======== RECORDS FOR THIS TASK
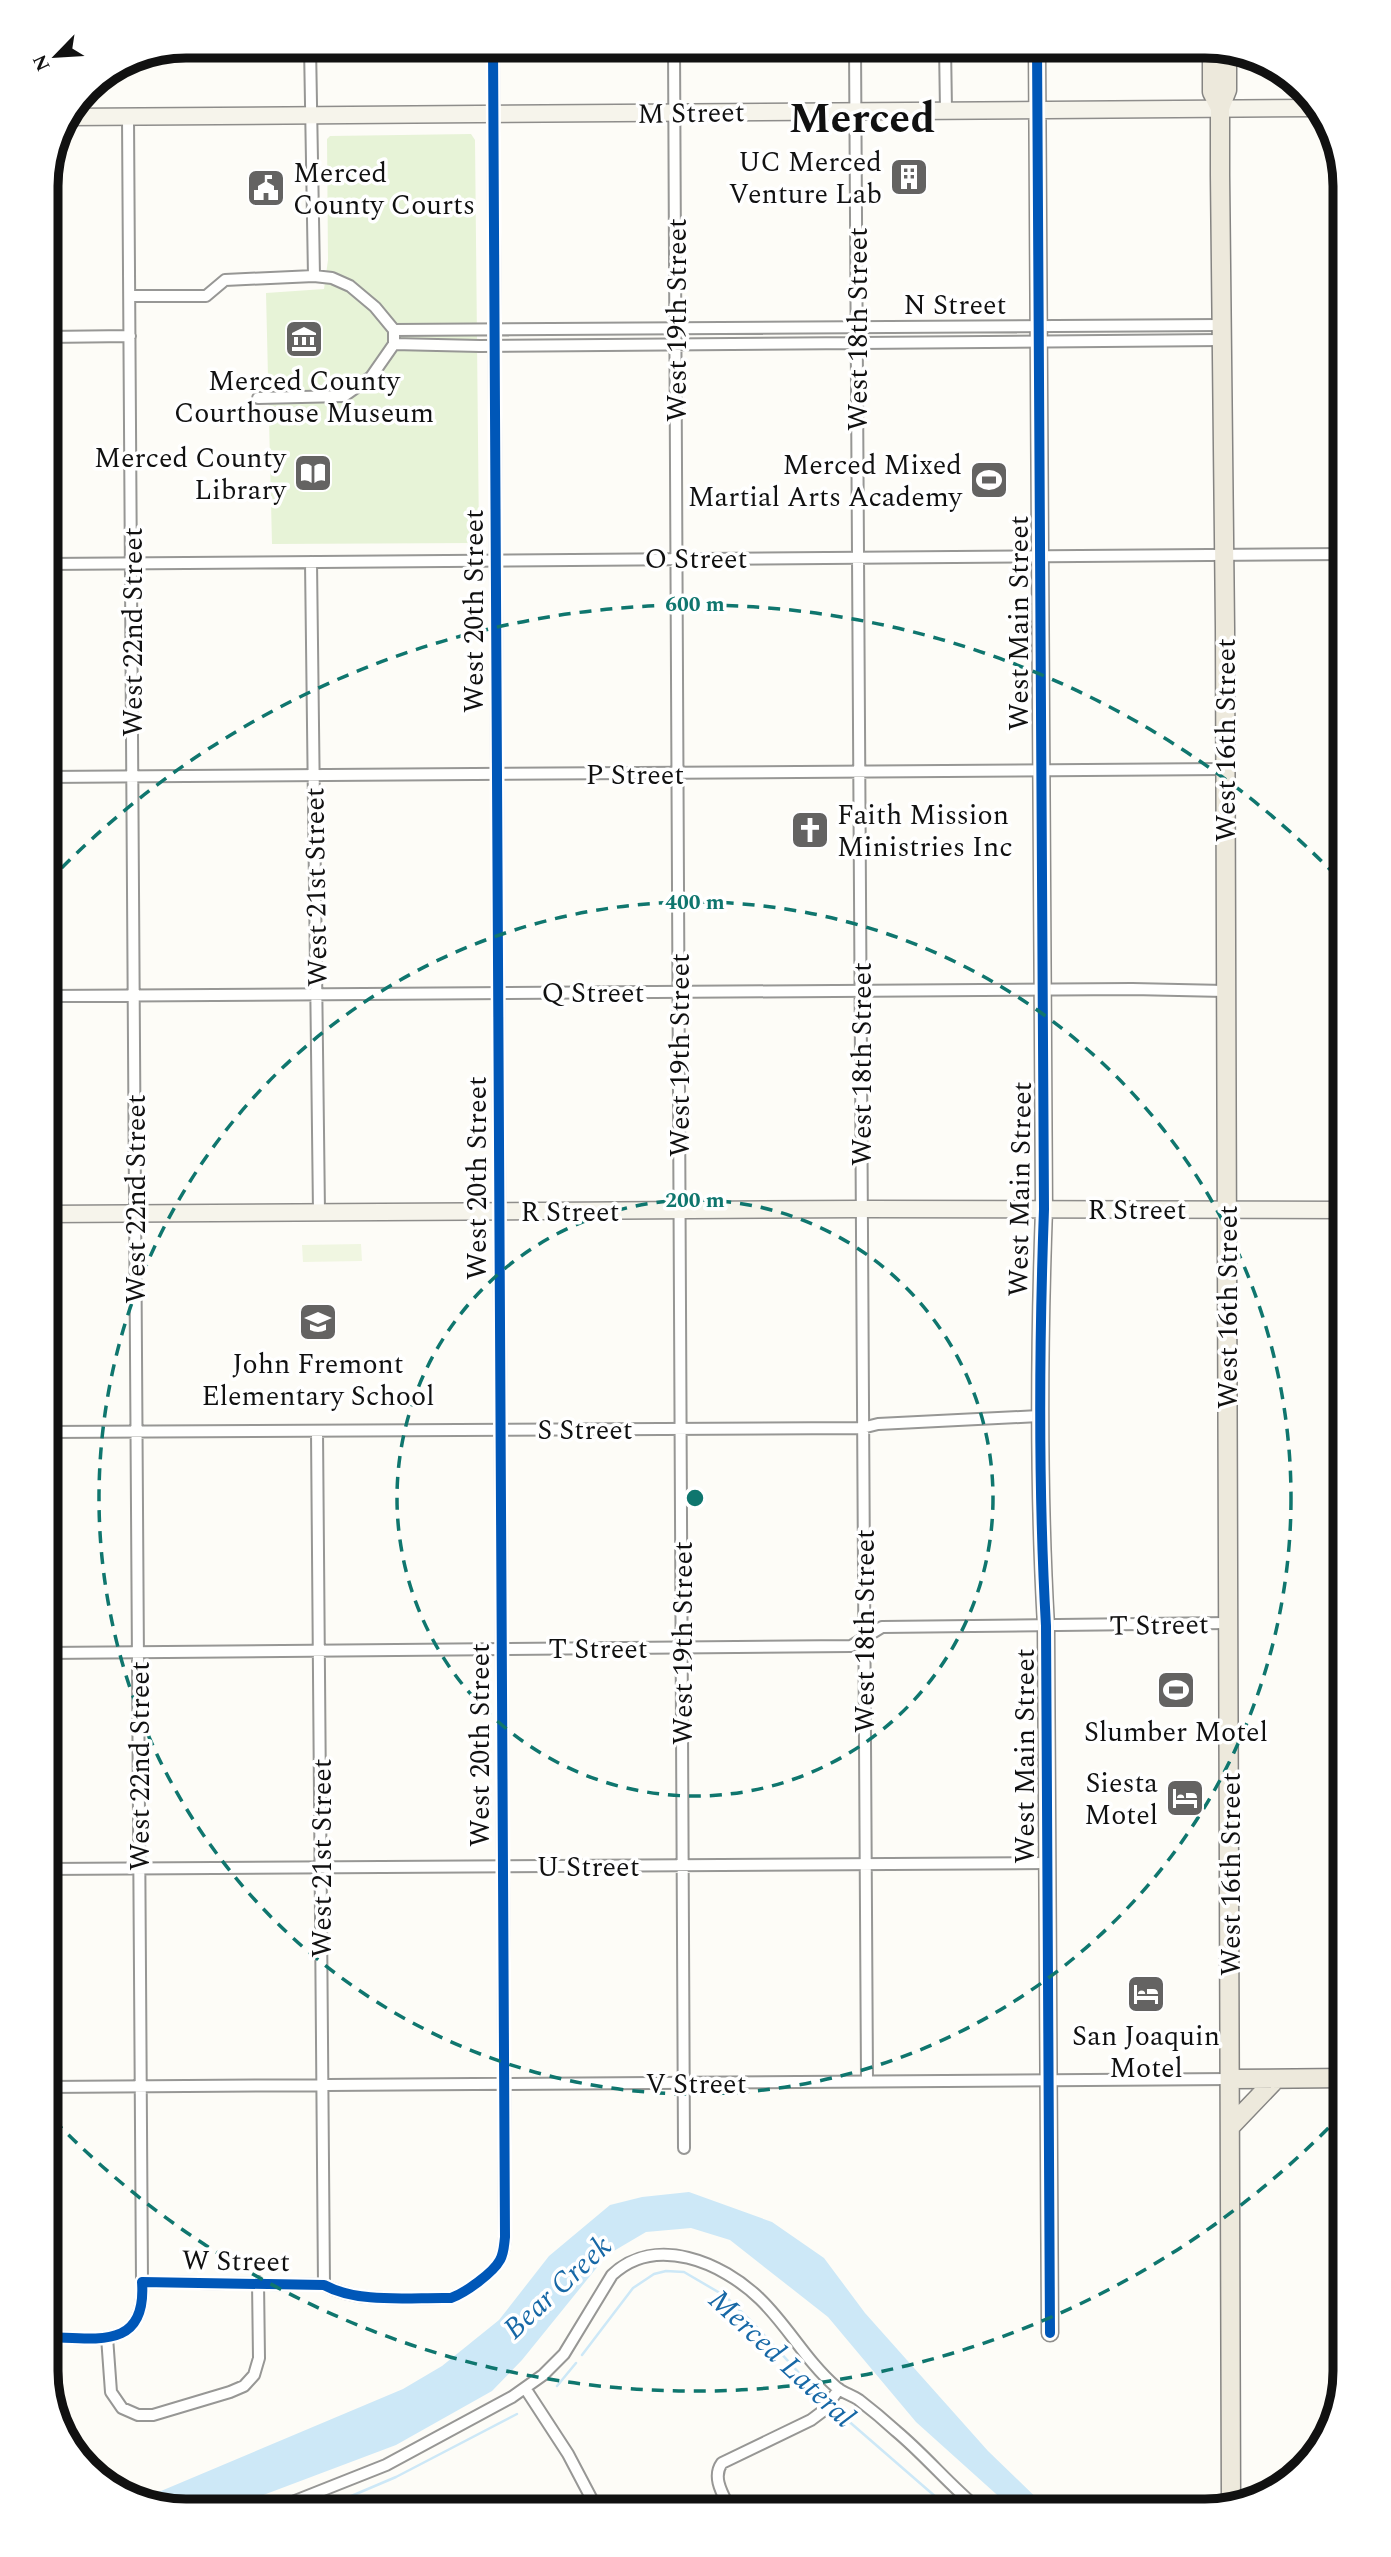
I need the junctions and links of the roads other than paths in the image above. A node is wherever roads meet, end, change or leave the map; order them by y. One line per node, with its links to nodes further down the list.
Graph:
1 (310, 58): 16 (street)
2 (493, 58): 15 (street, West 20th Street)
3 (674, 58): 14 (street, West 19th Street)
4 (855, 58): 13 (street, West 18th Street)
5 (946, 58): 12 (street)
6 (1037, 58): 11 (street, West Main Street)
7 (1212, 58): 9 (main road, West 16th Street)
8 (1227, 60): 9 (main road, West 16th Street)
9 (1220, 108): 10 (street, M Street); 11 (street, M Street); 25 (main road, West 16th Street)
10 (1307, 108)
11 (1038, 109): 12 (street, M Street); 26 (street, West Main Street)
12 (946, 110): 13 (street, M Street)
13 (856, 111): 14 (street, M Street); 22 (street, West 18th Street)
14 (674, 112): 15 (street, M Street); 21 (street, West 19th Street)
15 (493, 114): 16 (street, M Street); 23 (street, West 20th Street)
16 (311, 116): 18 (street, M Street); 19 (street)
17 (78, 117): 18 (street, M Street)
18 (128, 117): 20 (street, West 22nd Street)
19 (314, 276): 20 (street); 24 (street)
20 (131, 296): 27 (street, West 22nd Street)
21 (676, 328): 22 (street, N Street); 23 (street, N Street); 29 (street, West 19th Street)
22 (857, 328): 26 (street, N Street); 30 (street, West 18th Street)
23 (494, 329): 24 (street, N Street); 32 (street, West 20th Street)
24 (394, 330): 31 (street)
25 (1221, 332): 26 (street, N Street); 34 (main road, West 16th Street)
26 (1039, 334): 30 (street, N Street); 36 (street, West Main Street)
27 (130, 336): 28 (street); 41 (street, West 22nd Street)
28 (58, 337)
29 (676, 342): 30 (street, N Street); 32 (street, N Street); 38 (street, West 19th Street)
30 (857, 342): 37 (street, West 18th Street)
31 (394, 344): 32 (street, N Street); 33 (street)
32 (494, 345): 39 (street, West 20th Street)
33 (258, 398)
34 (1224, 554): 35 (street, O Street); 36 (street, O Street); 43 (main road, West 16th Street)
35 (1333, 554)
36 (1041, 555): 37 (street, O Street); 44 (street, West Main Street)
37 (859, 558): 38 (street, O Street); 45 (street, West 18th Street)
38 (677, 559): 39 (street, O Street); 46 (street, West 19th Street)
39 (496, 560): 40 (street, O Street); 47 (street, West 20th Street)
40 (311, 562): 41 (street, O Street); 50 (street, West 21st Street)
41 (131, 563): 42 (street, O Street); 48 (street, West 22nd Street)
42 (58, 564)
43 (1225, 769): 44 (street, P Street); 53 (main road, West 16th Street)
44 (1042, 772): 45 (street, P Street); 51 (street, West Main Street)
45 (860, 773): 46 (street, P Street); 52 (street, West 18th Street)
46 (678, 774): 47 (street, P Street); 54 (street, West 19th Street)
47 (497, 775): 50 (street, P Street); 55 (street, West 20th Street)
48 (132, 776): 49 (street, P Street); 50 (street, P Street); 57 (street, West 22nd Street)
49 (58, 777)
50 (314, 777): 56 (street, West 21st Street)
51 (1043, 990): 52 (street, Q Street); 53 (street, Q Street); 60 (street, West Main Street)
52 (860, 991): 54 (street, Q Street); 59 (street, West 18th Street)
53 (1225, 991): 61 (main road, West 16th Street)
54 (679, 992): 55 (street, Q Street); 62 (street, West 19th Street)
55 (498, 993): 56 (street, Q Street); 64 (street, West 20th Street)
56 (317, 994): 57 (street, Q Street); 65 (street, West 21st Street)
57 (134, 995): 58 (street, Q Street); 66 (street, West 22nd Street)
58 (58, 996)
59 (862, 1209): 60 (street, R Street); 62 (street, R Street); 69 (street, West 18th Street)
60 (1044, 1209): 61 (street, R Street); 68 (street, West Main Street)
61 (1226, 1209): 63 (street, R Street); 75 (main road, West 16th Street)
62 (680, 1210): 64 (street, R Street); 70 (street, West 19th Street)
63 (1333, 1210)
64 (499, 1211): 65 (street, R Street); 71 (street, West 20th Street)
65 (319, 1212): 66 (street, R Street)
66 (135, 1213): 67 (street, R Street); 74 (street, West 22nd Street)
67 (58, 1214)
68 (1039, 1416): 69 (street, S Street); 76 (street, West Main Street)
69 (862, 1428): 70 (street, S Street); 77 (street, West 18th Street)
70 (681, 1429): 71 (street, S Street); 78 (street, West 19th Street)
71 (501, 1430): 72 (street, S Street); 79 (street, West 20th Street)
72 (317, 1431): 74 (street, S Street); 80 (street, West 21st Street)
73 (58, 1432): 74 (street, S Street)
74 (136, 1432): 81 (street, West 22nd Street)
75 (1228, 1623): 76 (street, T Street); 91 (main road, West 16th Street)
76 (1046, 1626): 77 (street, T Street); 83 (street, West Main Street)
77 (865, 1636): 78 (street, T Street); 84 (street, West 18th Street)
78 (682, 1648): 79 (street, T Street); 85 (street, West 19th Street)
79 (501, 1649): 80 (street, T Street); 86 (street, West 20th Street)
80 (319, 1650): 81 (street, T Street); 87 (street, West 21st Street)
81 (138, 1652): 82 (street, T Street); 89 (street, West 22nd Street)
82 (58, 1653)
83 (1047, 1863): 84 (street, U Street); 93 (street, West Main Street)
84 (866, 1864): 85 (street, U Street); 94 (street, West 18th Street)
85 (682, 1865): 86 (street, U Street); 95 (street, West 19th Street)
86 (502, 1866): 87 (street, U Street); 96 (street, West 20th Street)
87 (321, 1868): 89 (street, U Street); 97 (street, West 21st Street)
88 (58, 1869): 89 (street, U Street)
89 (139, 1869): 99 (street, West 22nd Street)
90 (1333, 2078): 92 (main road, V Street)
91 (1231, 2079): 92 (main road, V Street); 93 (street, V Street); 100 (main road, West 16th Street)
92 (1276, 2079): 100 (main road)
93 (1049, 2080): 94 (street, V Street); 106 (street, West Main Street)
94 (867, 2081): 95 (street, V Street)
95 (684, 2083): 96 (street, V Street); 101 (street, West 19th Street)
96 (503, 2084): 97 (street, V Street); 105 (street, West 20th Street)
97 (322, 2085): 99 (street, V Street); 104 (street, West 21st Street)
98 (58, 2087): 99 (street, V Street)
99 (141, 2087): 102 (street, West 22nd Street)
100 (1231, 2126): 111 (main road, West 16th Street)
101 (684, 2148)
102 (142, 2282): 103 (street, W Street); 108 (street, W Street)
103 (258, 2282): 104 (street, W Street); 108 (street)
104 (324, 2285): 105 (street, W Street)
105 (463, 2294)
106 (1050, 2333)
107 (58, 2337): 108 (street, W Street)
108 (107, 2337)
109 (526, 2388): 110 (street); 112 (street); 113 (street)
110 (839, 2389): 114 (street); 115 (street)
111 (1231, 2497)
112 (300, 2499)
113 (592, 2499)
114 (726, 2499)
115 (968, 2499)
================
BRIEF -
The entries above are to be repeated in full, except for their pictures.

RESULT -
I need the junctions and links of the roads other than paths in the image above. A node is wherever roads meet, end, change or leave the map; order them by y. One line per node, with its links to nodes further down the list.
Graph:
1 (310, 58): 16 (street)
2 (493, 58): 15 (street, West 20th Street)
3 (674, 58): 14 (street, West 19th Street)
4 (855, 58): 13 (street, West 18th Street)
5 (946, 58): 12 (street)
6 (1037, 58): 11 (street, West Main Street)
7 (1212, 58): 9 (main road, West 16th Street)
8 (1227, 60): 9 (main road, West 16th Street)
9 (1220, 108): 10 (street, M Street); 11 (street, M Street); 25 (main road, West 16th Street)
10 (1307, 108)
11 (1038, 109): 12 (street, M Street); 26 (street, West Main Street)
12 (946, 110): 13 (street, M Street)
13 (856, 111): 14 (street, M Street); 22 (street, West 18th Street)
14 (674, 112): 15 (street, M Street); 21 (street, West 19th Street)
15 (493, 114): 16 (street, M Street); 23 (street, West 20th Street)
16 (311, 116): 18 (street, M Street); 19 (street)
17 (78, 117): 18 (street, M Street)
18 (128, 117): 20 (street, West 22nd Street)
19 (314, 276): 20 (street); 24 (street)
20 (131, 296): 27 (street, West 22nd Street)
21 (676, 328): 22 (street, N Street); 23 (street, N Street); 29 (street, West 19th Street)
22 (857, 328): 26 (street, N Street); 30 (street, West 18th Street)
23 (494, 329): 24 (street, N Street); 32 (street, West 20th Street)
24 (394, 330): 31 (street)
25 (1221, 332): 26 (street, N Street); 34 (main road, West 16th Street)
26 (1039, 334): 30 (street, N Street); 36 (street, West Main Street)
27 (130, 336): 28 (street); 41 (street, West 22nd Street)
28 (58, 337)
29 (676, 342): 30 (street, N Street); 32 (street, N Street); 38 (street, West 19th Street)
30 (857, 342): 37 (street, West 18th Street)
31 (394, 344): 32 (street, N Street); 33 (street)
32 (494, 345): 39 (street, West 20th Street)
33 (258, 398)
34 (1224, 554): 35 (street, O Street); 36 (street, O Street); 43 (main road, West 16th Street)
35 (1333, 554)
36 (1041, 555): 37 (street, O Street); 44 (street, West Main Street)
37 (859, 558): 38 (street, O Street); 45 (street, West 18th Street)
38 (677, 559): 39 (street, O Street); 46 (street, West 19th Street)
39 (496, 560): 40 (street, O Street); 47 (street, West 20th Street)
40 (311, 562): 41 (street, O Street); 50 (street, West 21st Street)
41 (131, 563): 42 (street, O Street); 48 (street, West 22nd Street)
42 (58, 564)
43 (1225, 769): 44 (street, P Street); 53 (main road, West 16th Street)
44 (1042, 772): 45 (street, P Street); 51 (street, West Main Street)
45 (860, 773): 46 (street, P Street); 52 (street, West 18th Street)
46 (678, 774): 47 (street, P Street); 54 (street, West 19th Street)
47 (497, 775): 50 (street, P Street); 55 (street, West 20th Street)
48 (132, 776): 49 (street, P Street); 50 (street, P Street); 57 (street, West 22nd Street)
49 (58, 777)
50 (314, 777): 56 (street, West 21st Street)
51 (1043, 990): 52 (street, Q Street); 53 (street, Q Street); 60 (street, West Main Street)
52 (860, 991): 54 (street, Q Street); 59 (street, West 18th Street)
53 (1225, 991): 61 (main road, West 16th Street)
54 (679, 992): 55 (street, Q Street); 62 (street, West 19th Street)
55 (498, 993): 56 (street, Q Street); 64 (street, West 20th Street)
56 (317, 994): 57 (street, Q Street); 65 (street, West 21st Street)
57 (134, 995): 58 (street, Q Street); 66 (street, West 22nd Street)
58 (58, 996)
59 (862, 1209): 60 (street, R Street); 62 (street, R Street); 69 (street, West 18th Street)
60 (1044, 1209): 61 (street, R Street); 68 (street, West Main Street)
61 (1226, 1209): 63 (street, R Street); 75 (main road, West 16th Street)
62 (680, 1210): 64 (street, R Street); 70 (street, West 19th Street)
63 (1333, 1210)
64 (499, 1211): 65 (street, R Street); 71 (street, West 20th Street)
65 (319, 1212): 66 (street, R Street)
66 (135, 1213): 67 (street, R Street); 74 (street, West 22nd Street)
67 (58, 1214)
68 (1039, 1416): 69 (street, S Street); 76 (street, West Main Street)
69 (862, 1428): 70 (street, S Street); 77 (street, West 18th Street)
70 (681, 1429): 71 (street, S Street); 78 (street, West 19th Street)
71 (501, 1430): 72 (street, S Street); 79 (street, West 20th Street)
72 (317, 1431): 74 (street, S Street); 80 (street, West 21st Street)
73 (58, 1432): 74 (street, S Street)
74 (136, 1432): 81 (street, West 22nd Street)
75 (1228, 1623): 76 (street, T Street); 91 (main road, West 16th Street)
76 (1046, 1626): 77 (street, T Street); 83 (street, West Main Street)
77 (865, 1636): 78 (street, T Street); 84 (street, West 18th Street)
78 (682, 1648): 79 (street, T Street); 85 (street, West 19th Street)
79 (501, 1649): 80 (street, T Street); 86 (street, West 20th Street)
80 (319, 1650): 81 (street, T Street); 87 (street, West 21st Street)
81 (138, 1652): 82 (street, T Street); 89 (street, West 22nd Street)
82 (58, 1653)
83 (1047, 1863): 84 (street, U Street); 93 (street, West Main Street)
84 (866, 1864): 85 (street, U Street); 94 (street, West 18th Street)
85 (682, 1865): 86 (street, U Street); 95 (street, West 19th Street)
86 (502, 1866): 87 (street, U Street); 96 (street, West 20th Street)
87 (321, 1868): 89 (street, U Street); 97 (street, West 21st Street)
88 (58, 1869): 89 (street, U Street)
89 (139, 1869): 99 (street, West 22nd Street)
90 (1333, 2078): 92 (main road, V Street)
91 (1231, 2079): 92 (main road, V Street); 93 (street, V Street); 100 (main road, West 16th Street)
92 (1276, 2079): 100 (main road)
93 (1049, 2080): 94 (street, V Street); 106 (street, West Main Street)
94 (867, 2081): 95 (street, V Street)
95 (684, 2083): 96 (street, V Street); 101 (street, West 19th Street)
96 (503, 2084): 97 (street, V Street); 105 (street, West 20th Street)
97 (322, 2085): 99 (street, V Street); 104 (street, West 21st Street)
98 (58, 2087): 99 (street, V Street)
99 (141, 2087): 102 (street, West 22nd Street)
100 (1231, 2126): 111 (main road, West 16th Street)
101 (684, 2148)
102 (142, 2282): 103 (street, W Street); 108 (street, W Street)
103 (258, 2282): 104 (street, W Street); 108 (street)
104 (324, 2285): 105 (street, W Street)
105 (463, 2294)
106 (1050, 2333)
107 (58, 2337): 108 (street, W Street)
108 (107, 2337)
109 (526, 2388): 110 (street); 112 (street); 113 (street)
110 (839, 2389): 114 (street); 115 (street)
111 (1231, 2497)
112 (300, 2499)
113 (592, 2499)
114 (726, 2499)
115 (968, 2499)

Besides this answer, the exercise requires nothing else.